▶ Supplied entries
----------
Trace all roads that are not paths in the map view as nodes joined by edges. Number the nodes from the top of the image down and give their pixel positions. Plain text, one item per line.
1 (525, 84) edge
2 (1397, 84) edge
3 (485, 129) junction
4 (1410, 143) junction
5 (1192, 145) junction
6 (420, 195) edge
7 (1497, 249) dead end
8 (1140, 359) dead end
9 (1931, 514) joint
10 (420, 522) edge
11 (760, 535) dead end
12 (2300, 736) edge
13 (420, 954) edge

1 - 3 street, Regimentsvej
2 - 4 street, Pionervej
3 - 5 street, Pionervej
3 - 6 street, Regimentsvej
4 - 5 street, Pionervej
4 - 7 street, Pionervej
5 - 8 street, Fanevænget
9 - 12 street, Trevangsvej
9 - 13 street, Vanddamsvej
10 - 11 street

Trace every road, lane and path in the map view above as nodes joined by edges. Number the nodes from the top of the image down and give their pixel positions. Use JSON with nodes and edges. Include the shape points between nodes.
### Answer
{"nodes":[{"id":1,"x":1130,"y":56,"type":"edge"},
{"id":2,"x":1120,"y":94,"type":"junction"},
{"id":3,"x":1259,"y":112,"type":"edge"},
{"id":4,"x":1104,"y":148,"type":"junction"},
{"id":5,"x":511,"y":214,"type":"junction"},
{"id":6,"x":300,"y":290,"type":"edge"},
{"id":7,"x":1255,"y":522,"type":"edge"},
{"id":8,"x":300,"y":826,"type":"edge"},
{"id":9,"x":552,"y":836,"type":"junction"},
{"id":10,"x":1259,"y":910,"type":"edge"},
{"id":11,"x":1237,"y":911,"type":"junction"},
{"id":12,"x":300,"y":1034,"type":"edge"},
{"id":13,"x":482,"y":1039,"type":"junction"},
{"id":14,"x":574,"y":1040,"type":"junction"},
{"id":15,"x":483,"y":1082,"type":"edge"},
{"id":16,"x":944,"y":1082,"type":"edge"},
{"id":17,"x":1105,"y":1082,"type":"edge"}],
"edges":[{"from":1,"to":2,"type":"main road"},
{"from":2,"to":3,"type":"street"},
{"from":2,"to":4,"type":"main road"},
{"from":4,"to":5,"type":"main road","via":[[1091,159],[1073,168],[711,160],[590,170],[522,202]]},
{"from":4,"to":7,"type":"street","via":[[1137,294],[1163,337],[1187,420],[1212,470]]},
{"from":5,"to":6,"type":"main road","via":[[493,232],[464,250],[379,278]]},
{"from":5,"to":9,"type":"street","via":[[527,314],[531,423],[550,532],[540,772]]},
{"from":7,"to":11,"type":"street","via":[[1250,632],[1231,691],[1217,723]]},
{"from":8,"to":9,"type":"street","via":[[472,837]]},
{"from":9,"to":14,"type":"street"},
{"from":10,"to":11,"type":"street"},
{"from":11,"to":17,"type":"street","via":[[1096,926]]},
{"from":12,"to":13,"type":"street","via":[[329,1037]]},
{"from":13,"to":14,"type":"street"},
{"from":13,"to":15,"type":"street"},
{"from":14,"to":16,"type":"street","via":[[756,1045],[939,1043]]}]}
----------
▶ Exercise aim
Up to and including the line with "Trace every road, lane", please return the records exactly, beginning from their first line.

▶ Response box
Trace all roads that are not paths in the map view as nodes joined by edges. Number the nodes from the top of the image down and give their pixel positions. Plain text, one item per line.
1 (525, 84) edge
2 (1397, 84) edge
3 (485, 129) junction
4 (1410, 143) junction
5 (1192, 145) junction
6 (420, 195) edge
7 (1497, 249) dead end
8 (1140, 359) dead end
9 (1931, 514) joint
10 (420, 522) edge
11 (760, 535) dead end
12 (2300, 736) edge
13 (420, 954) edge

1 - 3 street, Regimentsvej
2 - 4 street, Pionervej
3 - 5 street, Pionervej
3 - 6 street, Regimentsvej
4 - 5 street, Pionervej
4 - 7 street, Pionervej
5 - 8 street, Fanevænget
9 - 12 street, Trevangsvej
9 - 13 street, Vanddamsvej
10 - 11 street

Trace every road, lane and path in the map view above as nodes joined by edges. Number the nodes from the top of the image down and give their pixel positions. Use JSON with nodes and edges. Include the shape points between nodes.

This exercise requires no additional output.